=== Begin Enclosure ===

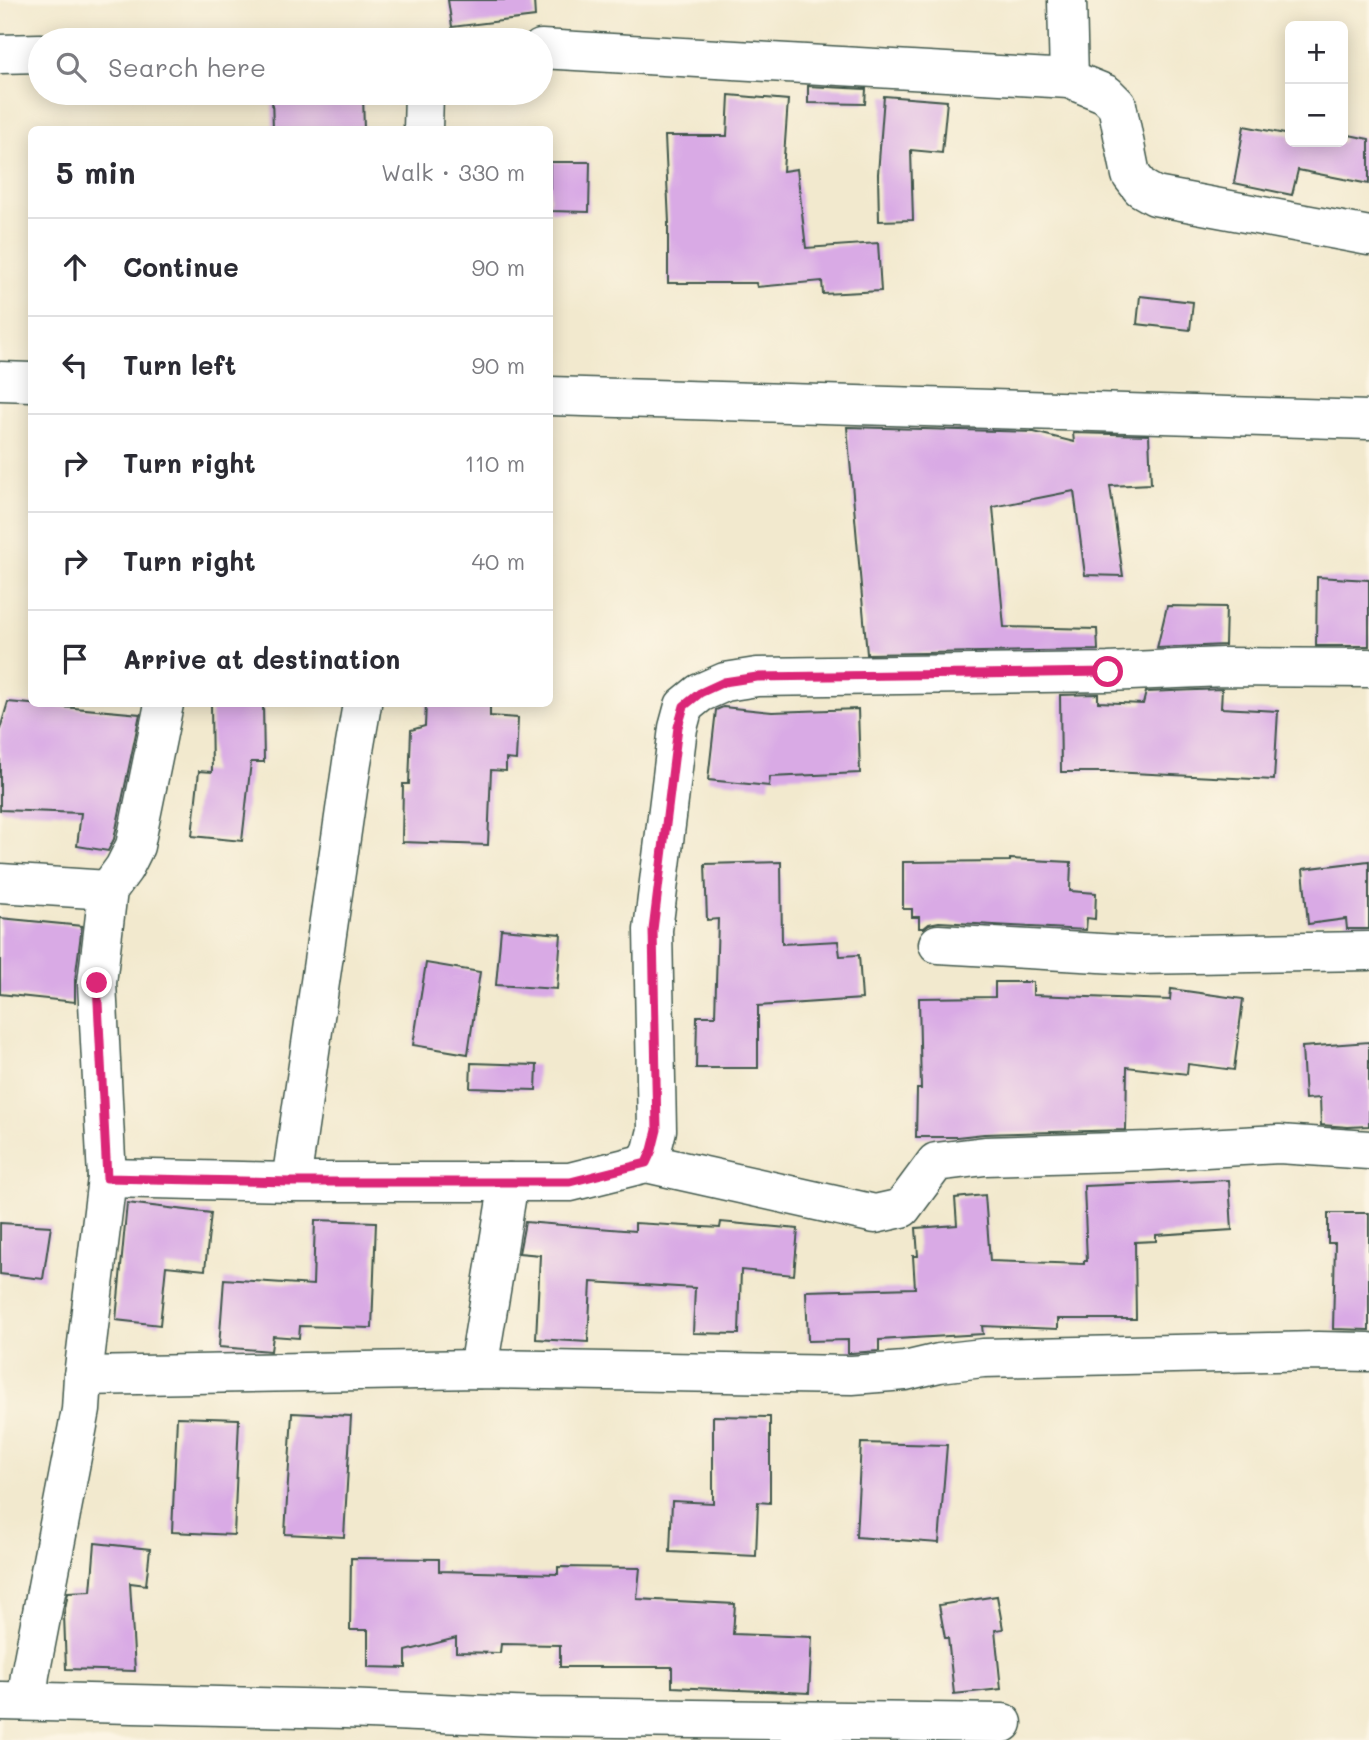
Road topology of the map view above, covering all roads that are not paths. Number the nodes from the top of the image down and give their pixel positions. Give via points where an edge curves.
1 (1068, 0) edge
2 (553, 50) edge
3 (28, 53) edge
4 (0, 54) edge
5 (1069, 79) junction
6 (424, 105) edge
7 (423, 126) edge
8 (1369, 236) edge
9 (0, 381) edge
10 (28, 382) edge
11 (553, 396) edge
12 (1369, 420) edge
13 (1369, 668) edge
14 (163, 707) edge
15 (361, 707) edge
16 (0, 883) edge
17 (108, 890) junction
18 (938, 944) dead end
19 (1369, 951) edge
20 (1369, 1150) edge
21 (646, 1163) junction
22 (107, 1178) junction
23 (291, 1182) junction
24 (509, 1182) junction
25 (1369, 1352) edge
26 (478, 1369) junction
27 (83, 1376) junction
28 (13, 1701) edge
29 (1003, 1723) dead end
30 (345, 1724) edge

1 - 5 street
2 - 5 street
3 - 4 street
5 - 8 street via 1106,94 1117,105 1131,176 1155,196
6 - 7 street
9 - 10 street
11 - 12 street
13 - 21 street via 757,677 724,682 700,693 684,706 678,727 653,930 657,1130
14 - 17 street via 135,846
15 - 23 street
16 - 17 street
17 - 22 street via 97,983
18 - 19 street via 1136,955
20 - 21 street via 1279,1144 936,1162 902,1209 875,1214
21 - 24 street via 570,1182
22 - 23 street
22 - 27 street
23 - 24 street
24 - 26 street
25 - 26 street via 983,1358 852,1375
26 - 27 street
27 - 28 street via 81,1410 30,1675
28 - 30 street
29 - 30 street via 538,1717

=== End Enclosure ===
=== Begin Enclosure ===

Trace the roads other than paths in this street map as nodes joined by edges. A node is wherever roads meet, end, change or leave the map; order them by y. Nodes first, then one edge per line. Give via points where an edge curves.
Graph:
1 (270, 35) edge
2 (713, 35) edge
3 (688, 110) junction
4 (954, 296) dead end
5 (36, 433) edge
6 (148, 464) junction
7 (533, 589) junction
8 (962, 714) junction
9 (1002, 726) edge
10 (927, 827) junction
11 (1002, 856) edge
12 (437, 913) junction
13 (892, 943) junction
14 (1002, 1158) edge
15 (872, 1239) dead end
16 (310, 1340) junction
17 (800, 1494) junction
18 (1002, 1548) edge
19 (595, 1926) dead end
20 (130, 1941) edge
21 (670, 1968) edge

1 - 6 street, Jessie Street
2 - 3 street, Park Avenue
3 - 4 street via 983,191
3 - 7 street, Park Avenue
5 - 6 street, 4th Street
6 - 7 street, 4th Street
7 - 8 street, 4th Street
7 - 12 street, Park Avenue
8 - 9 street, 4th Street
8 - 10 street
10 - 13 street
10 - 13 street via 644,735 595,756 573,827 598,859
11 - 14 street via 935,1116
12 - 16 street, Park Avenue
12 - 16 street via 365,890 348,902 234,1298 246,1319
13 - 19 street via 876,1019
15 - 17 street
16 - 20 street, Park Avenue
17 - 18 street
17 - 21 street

=== End Enclosure ===
=== Begin Enclosure ===

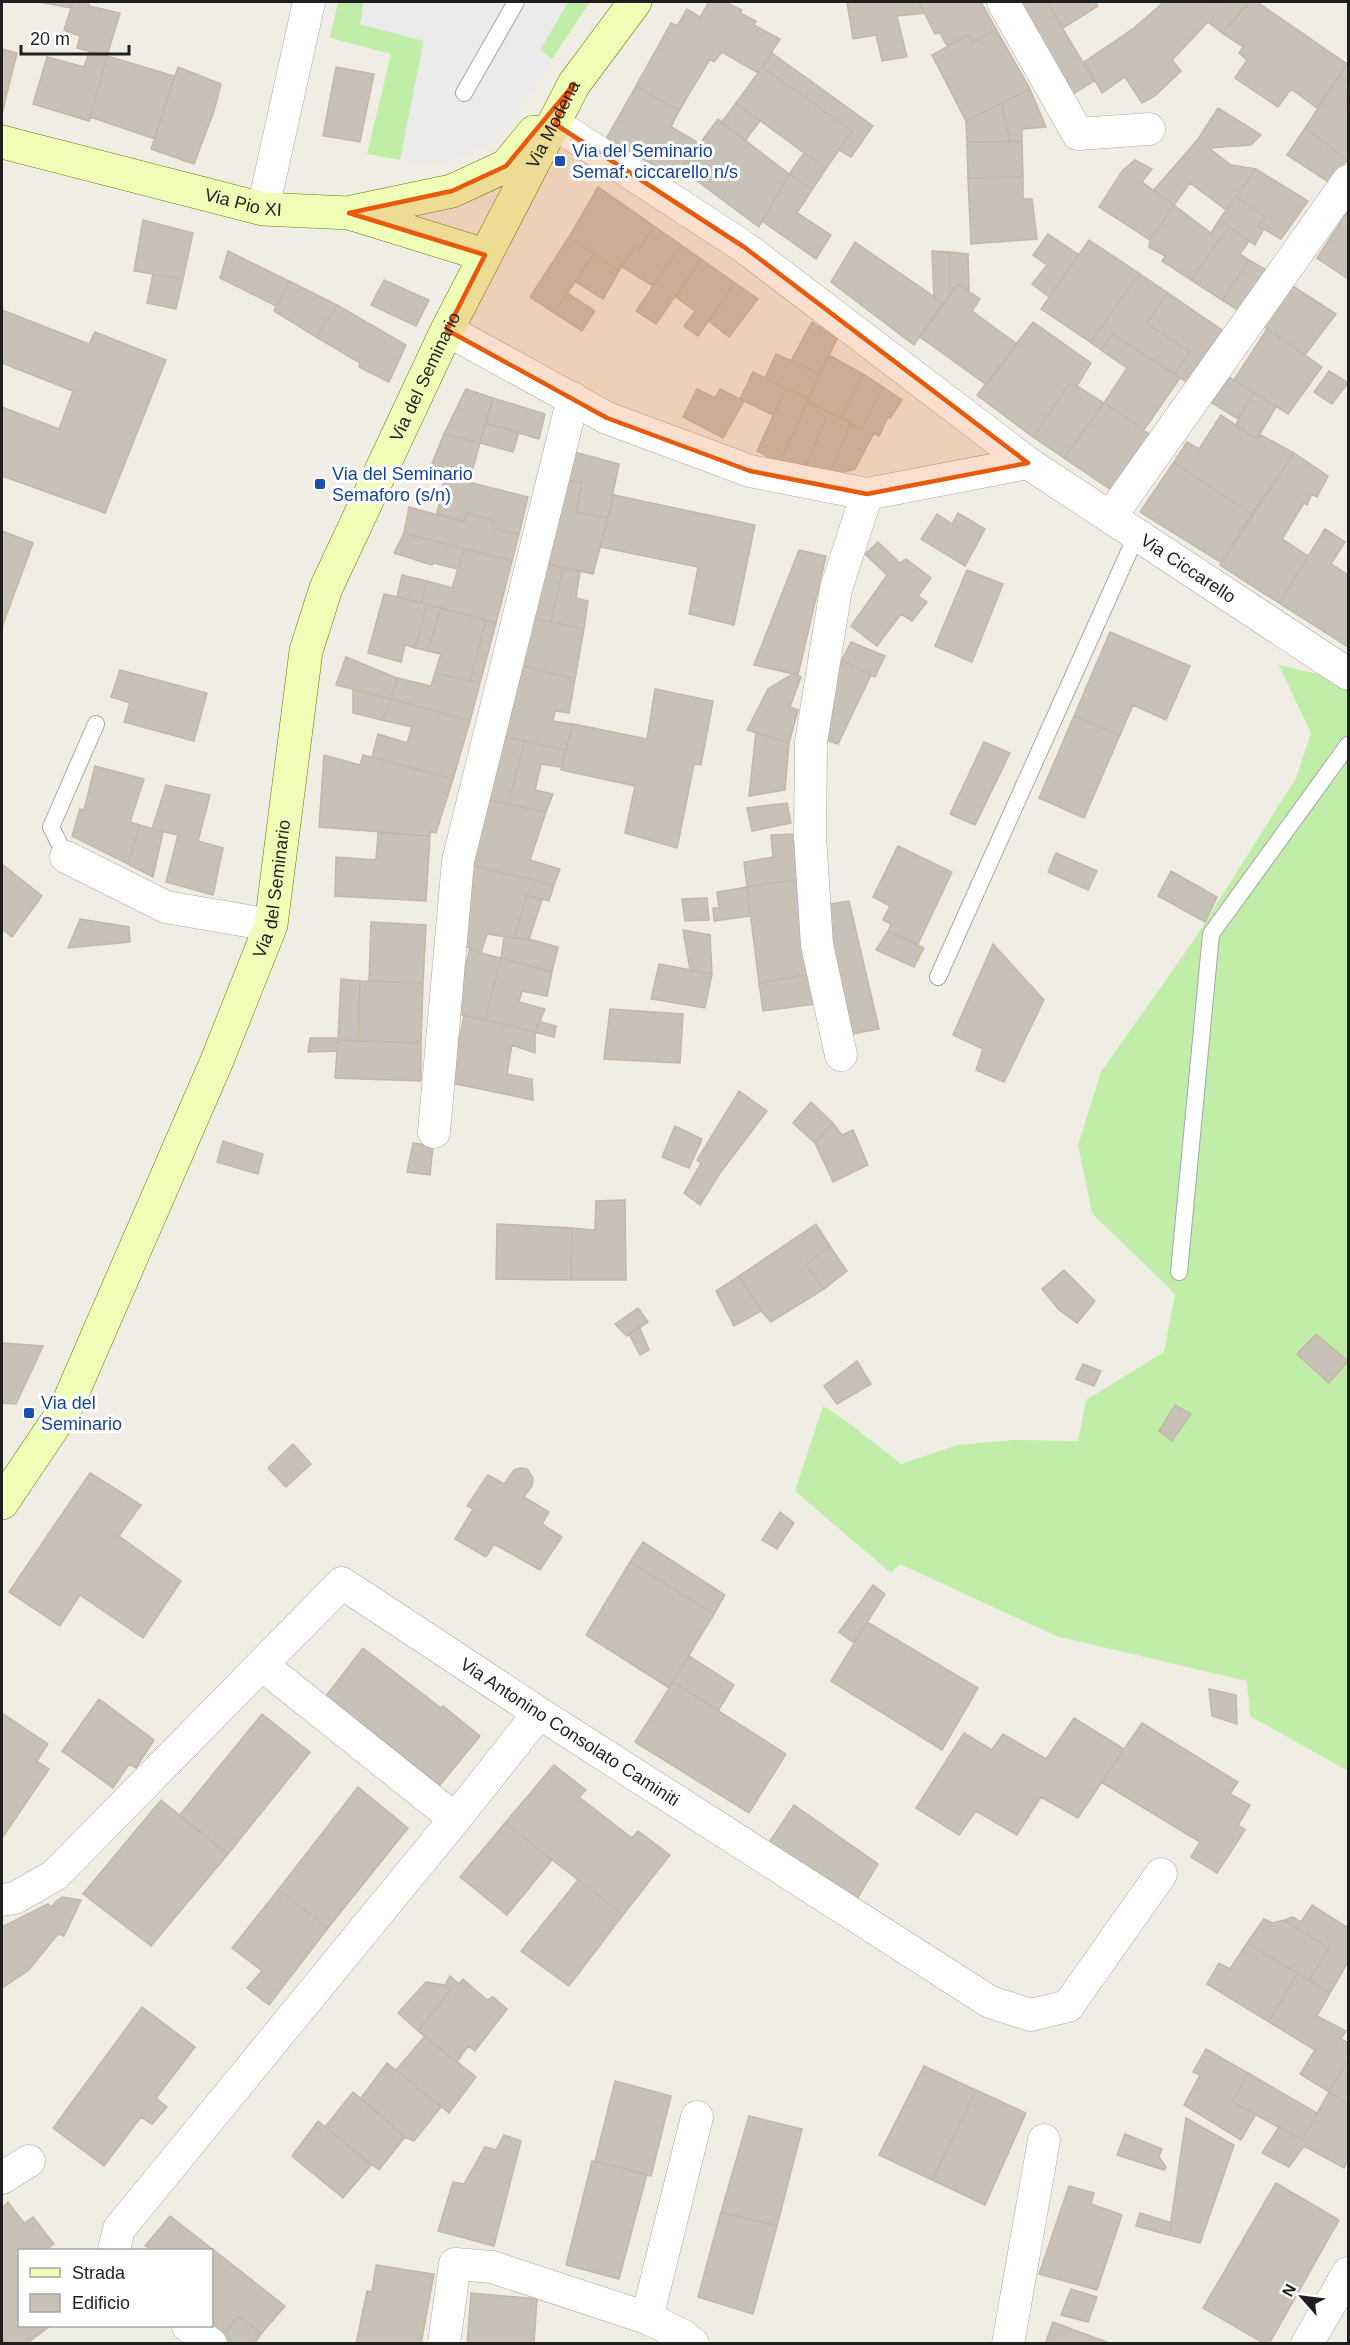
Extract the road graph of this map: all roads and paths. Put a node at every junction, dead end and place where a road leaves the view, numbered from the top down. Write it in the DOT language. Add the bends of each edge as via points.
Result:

=== End Enclosure ===

Exercise goal
Copy out every line of the data where the word "this" occurs.

Solution to the problem
Trace the roads other than paths in this street map as nodes joined by edges. A node is wherever roads meet, end, change or leave the map; order them by y. Nodes first, then one edge per line. Give via points where an edge curves.
Extract the road graph of this map: all roads and paths. Put a node at every junction, dead end and place where a road leaves the view, numbered from the top down. Write it in the DOT language. Add the bends of each edge as via points.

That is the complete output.